(Available records):

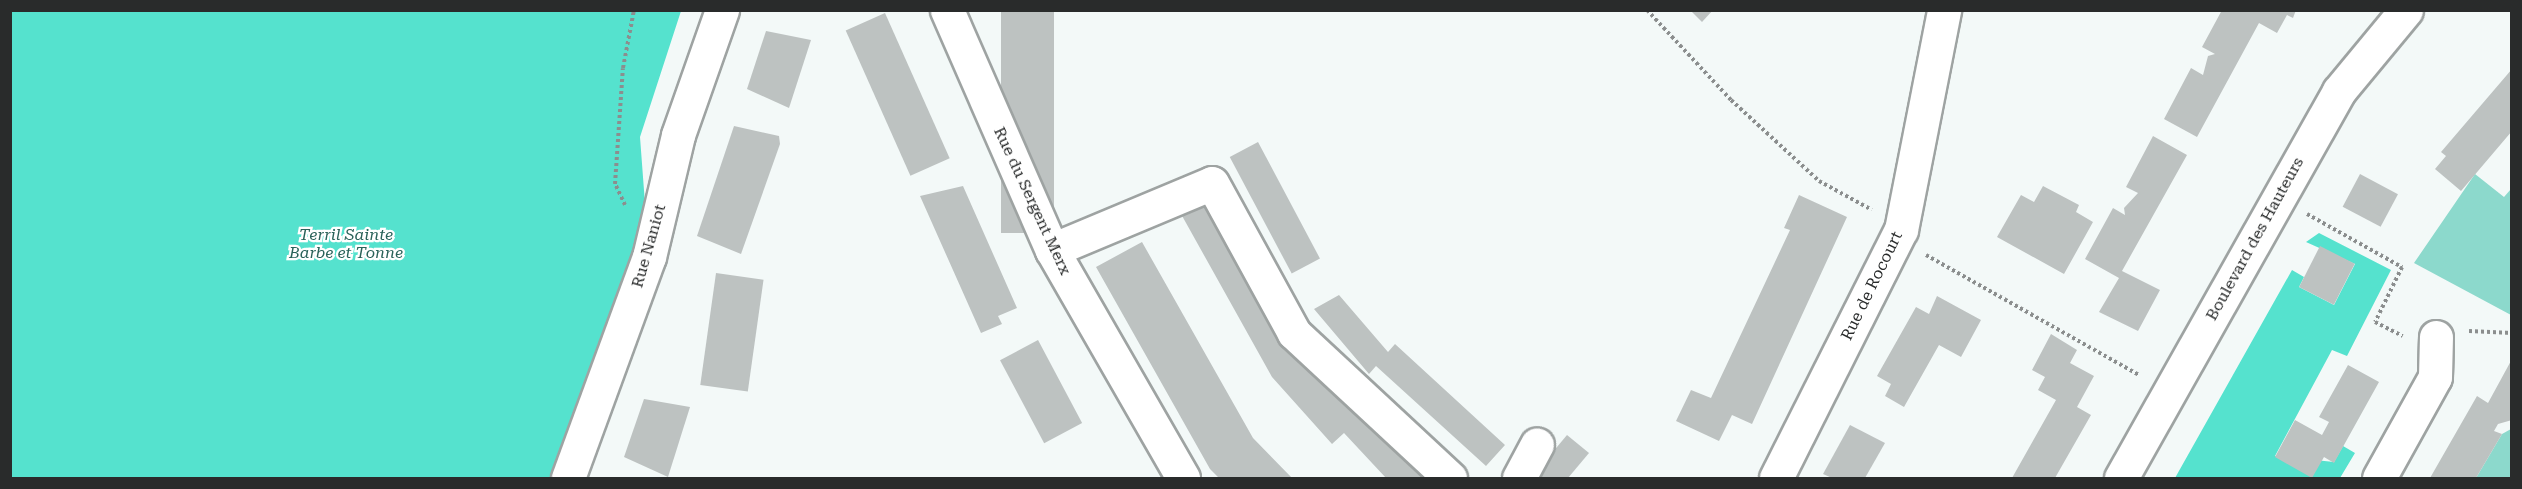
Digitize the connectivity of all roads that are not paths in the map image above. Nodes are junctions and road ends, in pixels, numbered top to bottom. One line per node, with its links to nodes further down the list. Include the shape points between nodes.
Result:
1 (722, 10): 8 (street, Rue Naniot, via 678,135 649,257)
2 (947, 10): 5 (street, Rue du Sergent Merx)
3 (1944, 10): 12 (street, Rue de Rocourt, via 1899,232)
4 (2406, 10): 13 (street, Boulevard des Hauteurs, via 2339,91)
5 (1052, 250): 9 (street, Rue du Sergent Merx); 10 (street, via 1212,183 1294,333)
6 (2436, 337): 14 (street, via 2435,377)
7 (1537, 444): 11 (street)
8 (568, 478)
9 (1183, 478)
10 (1449, 478)
11 (1519, 478)
12 (1776, 478)
13 (2121, 478)
14 (2379, 478)

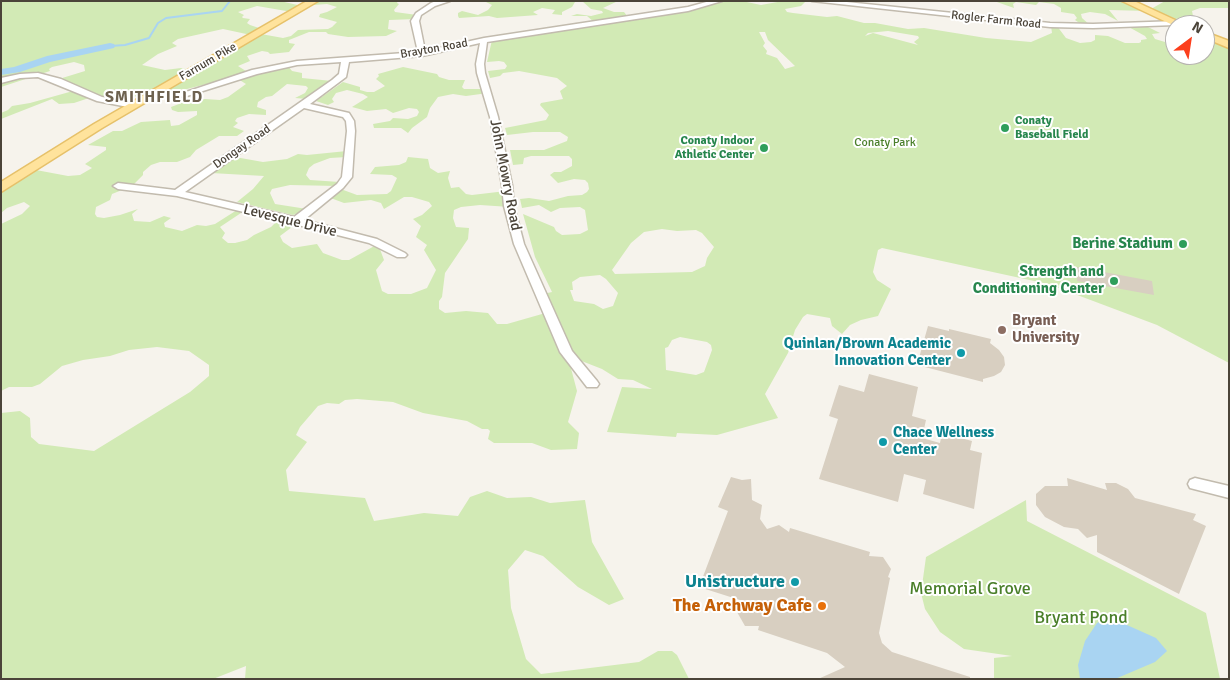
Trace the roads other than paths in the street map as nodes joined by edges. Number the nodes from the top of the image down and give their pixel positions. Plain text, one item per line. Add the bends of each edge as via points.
1 (314, 1) edge
2 (719, 1) edge
3 (815, 1) edge
4 (1126, 1) edge
5 (446, 2) edge
6 (1165, 18) edge
7 (1165, 24) edge
8 (1215, 39) edge
9 (484, 40) junction
10 (1229, 45) edge
11 (422, 54) junction
12 (345, 59) junction
13 (1, 81) edge
14 (150, 96) junction
15 (133, 105) junction
16 (304, 105) junction
17 (118, 186) dead end
18 (1, 188) edge
19 (177, 192) junction
20 (296, 221) junction
21 (401, 255) dead end
22 (592, 384) dead end
23 (1195, 484) dead end
24 (1229, 492) edge

1 - 14 main road, Farnum Pike
2 - 9 street, Brayton Road via 688,9
3 - 7 street, Rogler Farm Road via 1050,25
4 - 6 main road
5 - 11 street via 433,4 418,14 415,21
8 - 10 main road
9 - 11 street, Brayton Road
9 - 22 street, John Mowry Road via 481,73 494,117 519,244 566,352
11 - 12 street, Brayton Road
12 - 14 street, Brayton Road via 276,67 187,94
12 - 16 street, Dongay Road via 343,75
13 - 15 street via 38,75 100,99
14 - 15 main road, Farnum Pike
15 - 18 main road, Farnum Pike
16 - 19 street, Dongay Road
16 - 20 street via 346,115 351,131 346,177 340,186
17 - 19 street
19 - 20 street, Levesque Drive
20 - 21 street, Levesque Drive via 374,241
23 - 24 street

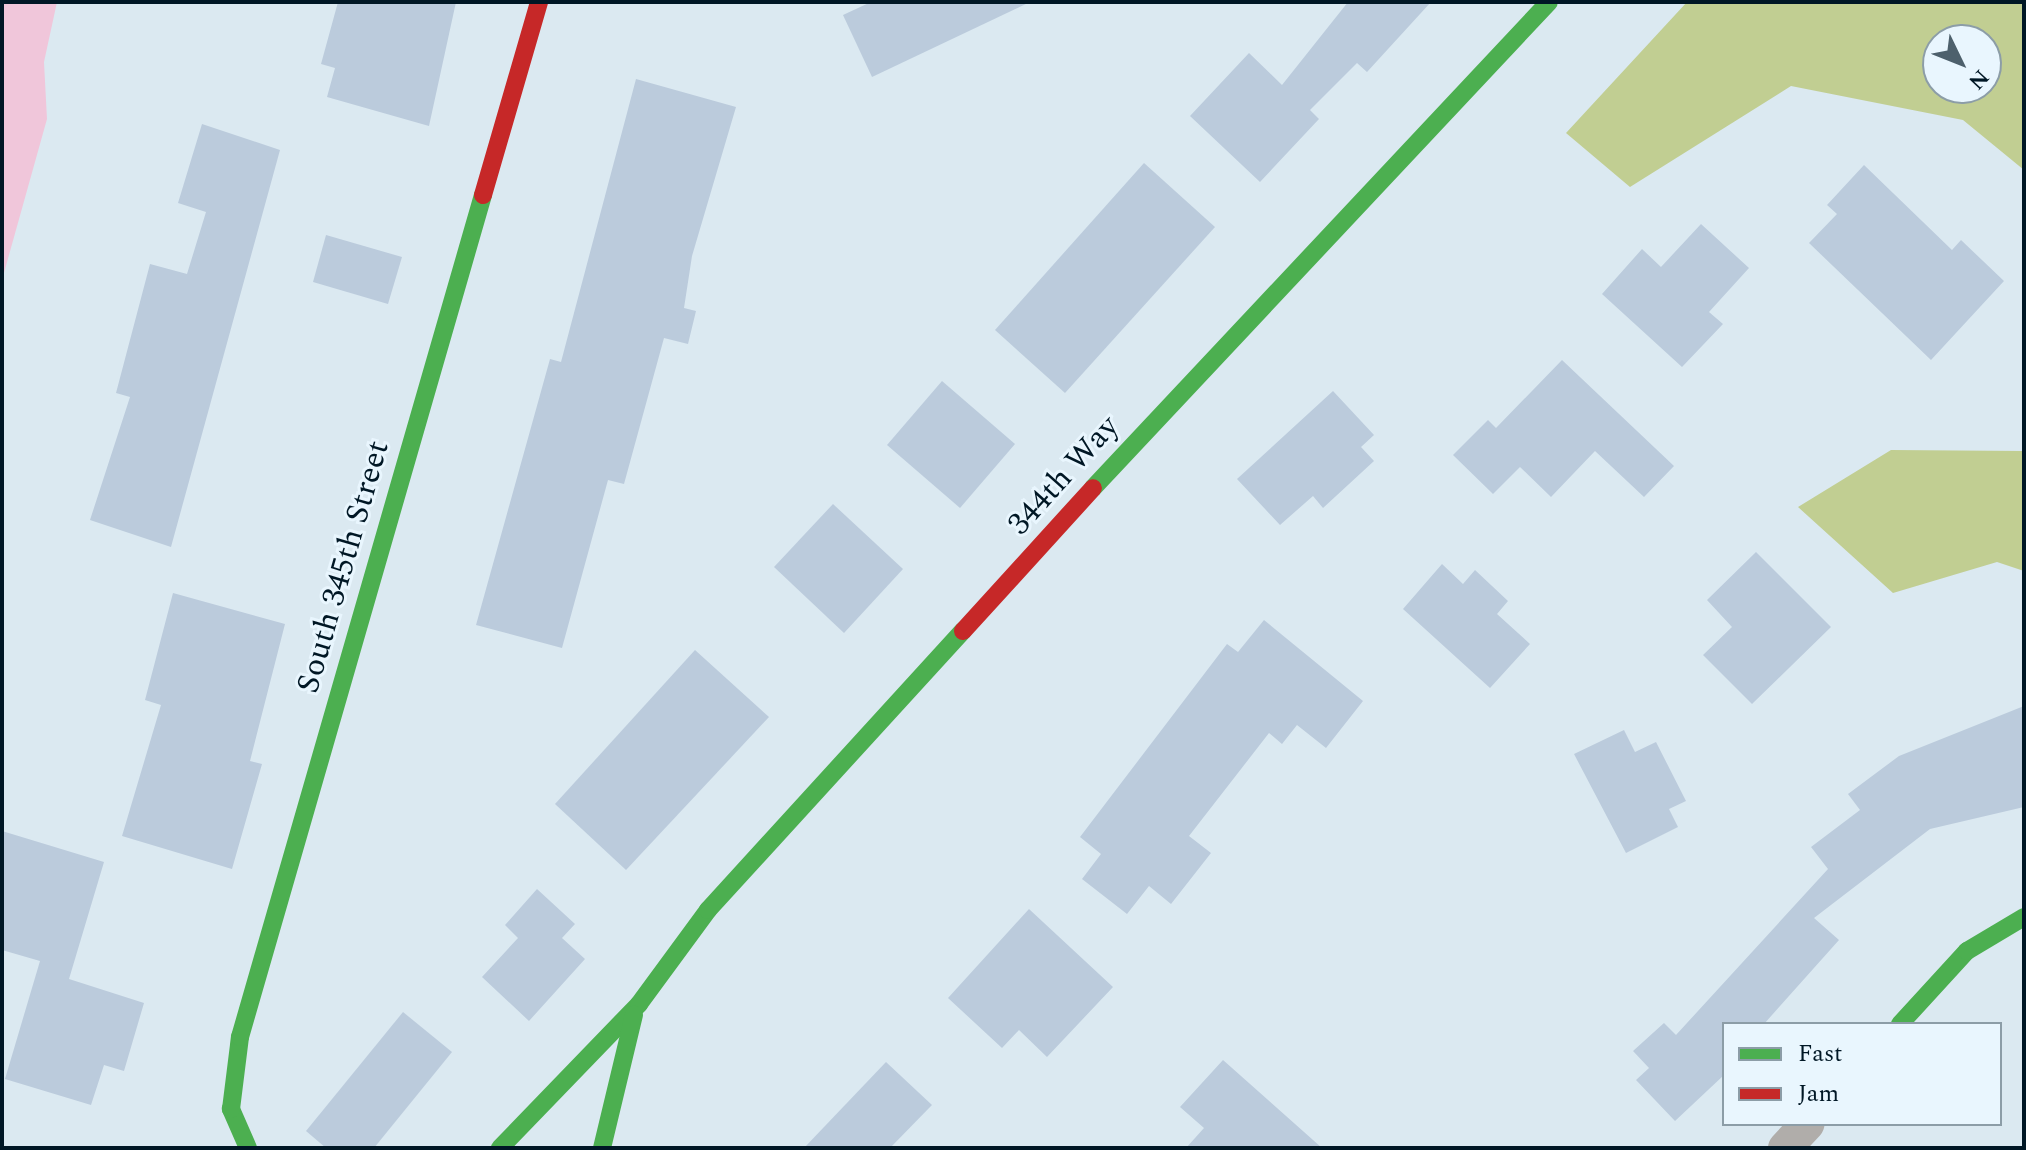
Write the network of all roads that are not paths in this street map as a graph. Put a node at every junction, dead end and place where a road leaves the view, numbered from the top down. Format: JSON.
{"nodes":[{"id":1,"x":539,"y":2,"type":"edge"},
{"id":2,"x":1549,"y":2,"type":"edge"},
{"id":3,"x":2024,"y":917,"type":"edge"},
{"id":4,"x":639,"y":1004,"type":"junction"},
{"id":5,"x":1902,"y":1022,"type":"edge"},
{"id":6,"x":1805,"y":1126,"type":"edge"},
{"id":7,"x":248,"y":1148,"type":"edge"},
{"id":8,"x":500,"y":1148,"type":"edge"},
{"id":9,"x":602,"y":1148,"type":"edge"},
{"id":10,"x":1785,"y":1148,"type":"edge"}],
"edges":[{"from":1,"to":7,"type":"street","name":"South 345th Street"},
{"from":2,"to":4,"type":"street","name":"344th Way"},
{"from":3,"to":5,"type":"street"},
{"from":4,"to":8,"type":"street"},
{"from":4,"to":9,"type":"street"},
{"from":6,"to":10,"type":"street"}]}
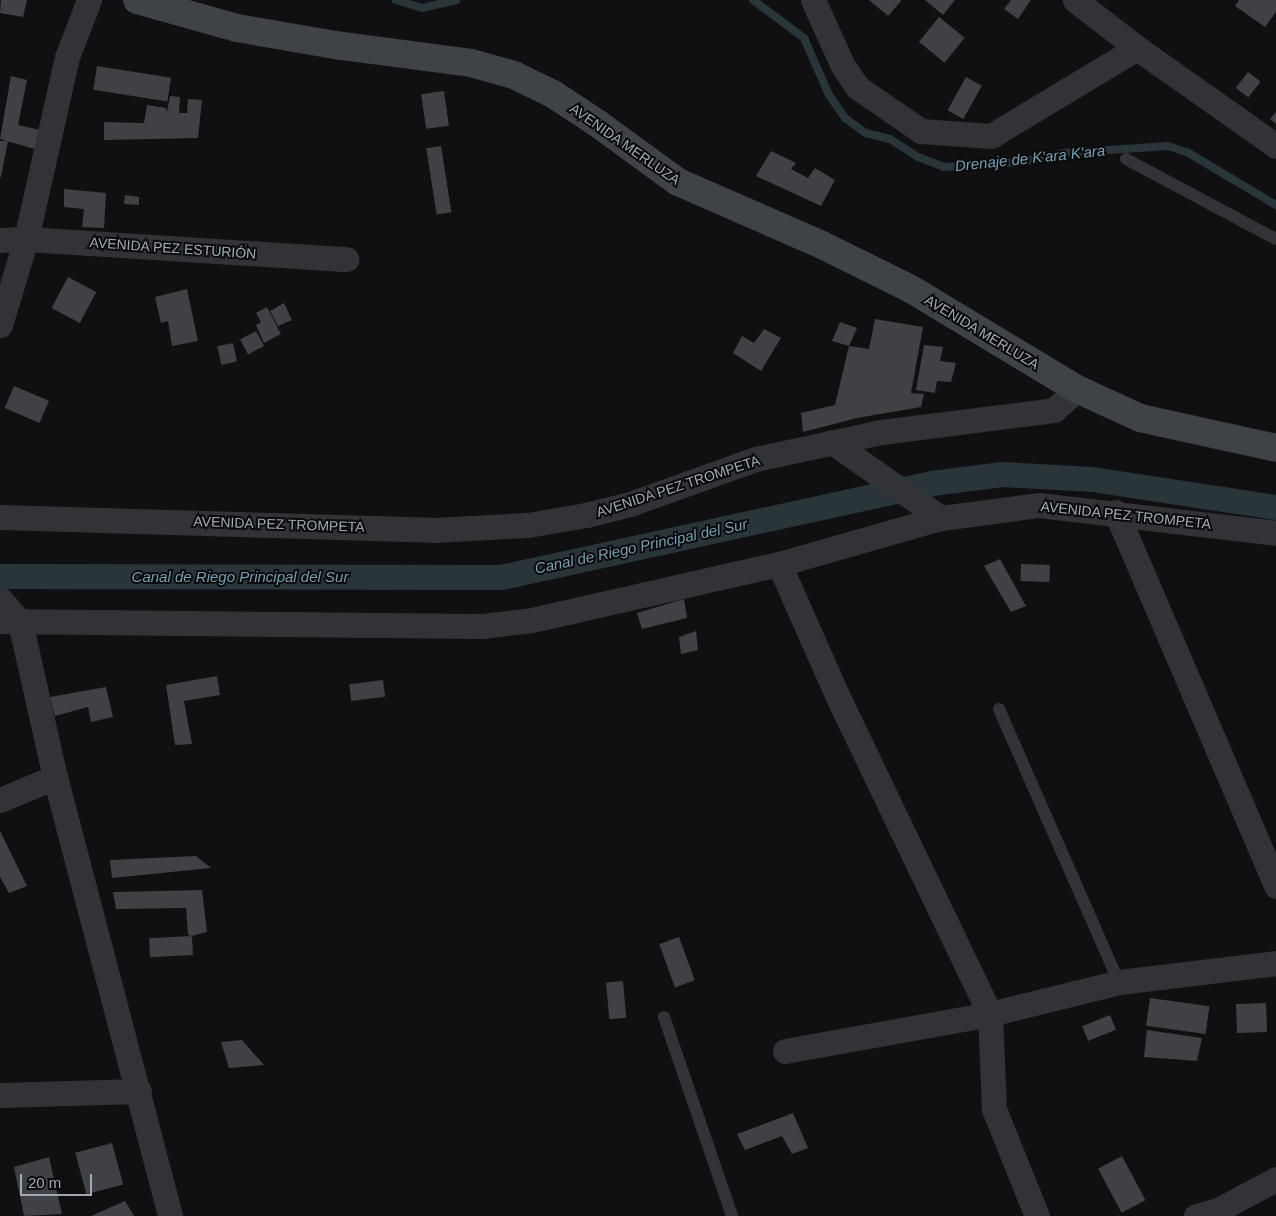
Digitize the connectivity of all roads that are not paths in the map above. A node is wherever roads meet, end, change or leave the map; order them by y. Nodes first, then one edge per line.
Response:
1 (89, 0) edge
2 (137, 0) edge
3 (813, 0) edge
4 (1075, 0) edge
5 (1137, 48) junction
6 (1276, 146) edge
7 (1126, 159) dead end
8 (26, 239) junction
9 (1276, 239) edge
10 (0, 240) edge
11 (346, 259) dead end
12 (0, 325) edge
13 (1077, 389) junction
14 (838, 446) junction
15 (1276, 448) edge
16 (1116, 512) junction
17 (0, 517) edge
18 (940, 518) junction
19 (1276, 533) edge
20 (779, 564) junction
21 (0, 599) edge
22 (10, 622) edge
23 (999, 709) dead end
24 (55, 778) junction
25 (0, 800) edge
26 (1276, 886) edge
27 (1276, 963) edge
28 (1119, 982) junction
29 (990, 1014) junction
30 (664, 1017) dead end
31 (785, 1051) dead end
32 (139, 1091) junction
33 (0, 1095) edge
34 (1276, 1179) edge
35 (170, 1216) edge
36 (732, 1216) edge
37 (1037, 1216) edge
38 (1196, 1216) edge

1 - 8 street
2 - 13 main road, AVENIDA MERLUZA
3 - 5 street
4 - 5 street
5 - 6 street
7 - 9 lane
8 - 10 street, AVENIDA PEZ ESTURIÓN
8 - 11 street, AVENIDA PEZ ESTURIÓN
8 - 12 street
13 - 14 street, AVENIDA PEZ TROMPETA
13 - 15 main road
14 - 17 street, AVENIDA PEZ TROMPETA
14 - 18 street
16 - 18 street, AVENIDA PEZ TROMPETA
16 - 19 street, AVENIDA PEZ TROMPETA
16 - 26 street
18 - 20 street, AVENIDA PEZ TROMPETA
20 - 22 street, AVENIDA PEZ TROMPETA
20 - 29 street
21 - 22 street
22 - 24 street
23 - 28 lane
24 - 25 street
24 - 32 street
27 - 28 street
28 - 29 street
29 - 31 street
29 - 37 street
30 - 36 lane
32 - 33 street
32 - 35 street
34 - 38 street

(Problem details): What is needed is an exact copy of the data, without any pictures.

(Answer section):
Digitize the connectivity of all roads that are not paths in the map image above. Nodes are junctions and road ends, in pixels, numbered top to bottom. One line per node, with its links to nodes further down the list. Include the shape points between nodes.
Result:
1 (722, 10): 8 (street, Rue Naniot, via 678,135 649,257)
2 (947, 10): 5 (street, Rue du Sergent Merx)
3 (1944, 10): 12 (street, Rue de Rocourt, via 1899,232)
4 (2406, 10): 13 (street, Boulevard des Hauteurs, via 2339,91)
5 (1052, 250): 9 (street, Rue du Sergent Merx); 10 (street, via 1212,183 1294,333)
6 (2436, 337): 14 (street, via 2435,377)
7 (1537, 444): 11 (street)
8 (568, 478)
9 (1183, 478)
10 (1449, 478)
11 (1519, 478)
12 (1776, 478)
13 (2121, 478)
14 (2379, 478)

Trace the roads other than paths in the street map as nodes joined by edges. Number the nodes from the top of the image down and give their pixel positions. Plain text, one item per line. Add the bends of each edge as via points.
1 (314, 1) edge
2 (719, 1) edge
3 (815, 1) edge
4 (1126, 1) edge
5 (446, 2) edge
6 (1165, 18) edge
7 (1165, 24) edge
8 (1215, 39) edge
9 (484, 40) junction
10 (1229, 45) edge
11 (422, 54) junction
12 (345, 59) junction
13 (1, 81) edge
14 (150, 96) junction
15 (133, 105) junction
16 (304, 105) junction
17 (118, 186) dead end
18 (1, 188) edge
19 (177, 192) junction
20 (296, 221) junction
21 (401, 255) dead end
22 (592, 384) dead end
23 (1195, 484) dead end
24 (1229, 492) edge

1 - 14 main road, Farnum Pike
2 - 9 street, Brayton Road via 688,9
3 - 7 street, Rogler Farm Road via 1050,25
4 - 6 main road
5 - 11 street via 433,4 418,14 415,21
8 - 10 main road
9 - 11 street, Brayton Road
9 - 22 street, John Mowry Road via 481,73 494,117 519,244 566,352
11 - 12 street, Brayton Road
12 - 14 street, Brayton Road via 276,67 187,94
12 - 16 street, Dongay Road via 343,75
13 - 15 street via 38,75 100,99
14 - 15 main road, Farnum Pike
15 - 18 main road, Farnum Pike
16 - 19 street, Dongay Road
16 - 20 street via 346,115 351,131 346,177 340,186
17 - 19 street
19 - 20 street, Levesque Drive
20 - 21 street, Levesque Drive via 374,241
23 - 24 street

Write the network of all roads that are not paths in this street map as a graph. Put a node at every junction, dead end and place where a road leaves the view, numbered from the top down. Format: JSON.
{"nodes":[{"id":1,"x":539,"y":2,"type":"edge"},
{"id":2,"x":1549,"y":2,"type":"edge"},
{"id":3,"x":2024,"y":917,"type":"edge"},
{"id":4,"x":639,"y":1004,"type":"junction"},
{"id":5,"x":1902,"y":1022,"type":"edge"},
{"id":6,"x":1805,"y":1126,"type":"edge"},
{"id":7,"x":248,"y":1148,"type":"edge"},
{"id":8,"x":500,"y":1148,"type":"edge"},
{"id":9,"x":602,"y":1148,"type":"edge"},
{"id":10,"x":1785,"y":1148,"type":"edge"}],
"edges":[{"from":1,"to":7,"type":"street","name":"South 345th Street"},
{"from":2,"to":4,"type":"street","name":"344th Way"},
{"from":3,"to":5,"type":"street"},
{"from":4,"to":8,"type":"street"},
{"from":4,"to":9,"type":"street"},
{"from":6,"to":10,"type":"street"}]}
Digitize the connectivity of all roads that are not paths in the map above. A node is wherever roads meet, end, change or leave the map; order them by y. Nodes first, then one edge per line.
Response:
1 (89, 0) edge
2 (137, 0) edge
3 (813, 0) edge
4 (1075, 0) edge
5 (1137, 48) junction
6 (1276, 146) edge
7 (1126, 159) dead end
8 (26, 239) junction
9 (1276, 239) edge
10 (0, 240) edge
11 (346, 259) dead end
12 (0, 325) edge
13 (1077, 389) junction
14 (838, 446) junction
15 (1276, 448) edge
16 (1116, 512) junction
17 (0, 517) edge
18 (940, 518) junction
19 (1276, 533) edge
20 (779, 564) junction
21 (0, 599) edge
22 (10, 622) edge
23 (999, 709) dead end
24 (55, 778) junction
25 (0, 800) edge
26 (1276, 886) edge
27 (1276, 963) edge
28 (1119, 982) junction
29 (990, 1014) junction
30 (664, 1017) dead end
31 (785, 1051) dead end
32 (139, 1091) junction
33 (0, 1095) edge
34 (1276, 1179) edge
35 (170, 1216) edge
36 (732, 1216) edge
37 (1037, 1216) edge
38 (1196, 1216) edge

1 - 8 street
2 - 13 main road, AVENIDA MERLUZA
3 - 5 street
4 - 5 street
5 - 6 street
7 - 9 lane
8 - 10 street, AVENIDA PEZ ESTURIÓN
8 - 11 street, AVENIDA PEZ ESTURIÓN
8 - 12 street
13 - 14 street, AVENIDA PEZ TROMPETA
13 - 15 main road
14 - 17 street, AVENIDA PEZ TROMPETA
14 - 18 street
16 - 18 street, AVENIDA PEZ TROMPETA
16 - 19 street, AVENIDA PEZ TROMPETA
16 - 26 street
18 - 20 street, AVENIDA PEZ TROMPETA
20 - 22 street, AVENIDA PEZ TROMPETA
20 - 29 street
21 - 22 street
22 - 24 street
23 - 28 lane
24 - 25 street
24 - 32 street
27 - 28 street
28 - 29 street
29 - 31 street
29 - 37 street
30 - 36 lane
32 - 33 street
32 - 35 street
34 - 38 street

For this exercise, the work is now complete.